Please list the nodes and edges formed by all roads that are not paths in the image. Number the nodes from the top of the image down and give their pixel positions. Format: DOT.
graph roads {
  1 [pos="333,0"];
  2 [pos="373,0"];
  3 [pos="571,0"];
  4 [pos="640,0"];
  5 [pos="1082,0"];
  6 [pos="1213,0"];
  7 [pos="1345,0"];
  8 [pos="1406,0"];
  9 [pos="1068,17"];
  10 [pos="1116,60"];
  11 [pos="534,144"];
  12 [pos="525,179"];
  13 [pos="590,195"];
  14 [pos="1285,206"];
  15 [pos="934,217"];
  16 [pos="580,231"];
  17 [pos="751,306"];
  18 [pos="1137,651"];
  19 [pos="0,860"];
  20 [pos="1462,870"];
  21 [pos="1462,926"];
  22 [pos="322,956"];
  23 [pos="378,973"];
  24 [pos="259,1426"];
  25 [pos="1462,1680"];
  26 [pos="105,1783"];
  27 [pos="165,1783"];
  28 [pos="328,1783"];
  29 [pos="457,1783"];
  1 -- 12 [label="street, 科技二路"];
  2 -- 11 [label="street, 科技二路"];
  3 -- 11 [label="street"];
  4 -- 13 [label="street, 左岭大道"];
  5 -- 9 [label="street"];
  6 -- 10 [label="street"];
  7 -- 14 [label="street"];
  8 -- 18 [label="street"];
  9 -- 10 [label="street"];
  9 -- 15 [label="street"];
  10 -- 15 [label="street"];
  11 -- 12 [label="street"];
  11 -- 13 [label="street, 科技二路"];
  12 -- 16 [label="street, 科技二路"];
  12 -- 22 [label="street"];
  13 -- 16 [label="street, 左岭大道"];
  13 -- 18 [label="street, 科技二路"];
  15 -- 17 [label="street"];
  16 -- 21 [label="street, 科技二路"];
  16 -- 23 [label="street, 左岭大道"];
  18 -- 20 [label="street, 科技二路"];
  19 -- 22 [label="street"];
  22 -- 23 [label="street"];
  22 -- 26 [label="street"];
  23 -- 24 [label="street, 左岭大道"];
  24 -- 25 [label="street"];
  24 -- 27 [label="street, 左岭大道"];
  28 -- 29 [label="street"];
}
____
◆ **Your objective**
Every line above should be retyped exactly as given.

◆ **Reply to the task**
Please list the nodes and edges formed by all roads that are not paths in the image. Number the nodes from the top of the image down and give their pixel positions. Format: DOT.
graph roads {
  1 [pos="333,0"];
  2 [pos="373,0"];
  3 [pos="571,0"];
  4 [pos="640,0"];
  5 [pos="1082,0"];
  6 [pos="1213,0"];
  7 [pos="1345,0"];
  8 [pos="1406,0"];
  9 [pos="1068,17"];
  10 [pos="1116,60"];
  11 [pos="534,144"];
  12 [pos="525,179"];
  13 [pos="590,195"];
  14 [pos="1285,206"];
  15 [pos="934,217"];
  16 [pos="580,231"];
  17 [pos="751,306"];
  18 [pos="1137,651"];
  19 [pos="0,860"];
  20 [pos="1462,870"];
  21 [pos="1462,926"];
  22 [pos="322,956"];
  23 [pos="378,973"];
  24 [pos="259,1426"];
  25 [pos="1462,1680"];
  26 [pos="105,1783"];
  27 [pos="165,1783"];
  28 [pos="328,1783"];
  29 [pos="457,1783"];
  1 -- 12 [label="street, 科技二路"];
  2 -- 11 [label="street, 科技二路"];
  3 -- 11 [label="street"];
  4 -- 13 [label="street, 左岭大道"];
  5 -- 9 [label="street"];
  6 -- 10 [label="street"];
  7 -- 14 [label="street"];
  8 -- 18 [label="street"];
  9 -- 10 [label="street"];
  9 -- 15 [label="street"];
  10 -- 15 [label="street"];
  11 -- 12 [label="street"];
  11 -- 13 [label="street, 科技二路"];
  12 -- 16 [label="street, 科技二路"];
  12 -- 22 [label="street"];
  13 -- 16 [label="street, 左岭大道"];
  13 -- 18 [label="street, 科技二路"];
  15 -- 17 [label="street"];
  16 -- 21 [label="street, 科技二路"];
  16 -- 23 [label="street, 左岭大道"];
  18 -- 20 [label="street, 科技二路"];
  19 -- 22 [label="street"];
  22 -- 23 [label="street"];
  22 -- 26 [label="street"];
  23 -- 24 [label="street, 左岭大道"];
  24 -- 25 [label="street"];
  24 -- 27 [label="street, 左岭大道"];
  28 -- 29 [label="street"];
}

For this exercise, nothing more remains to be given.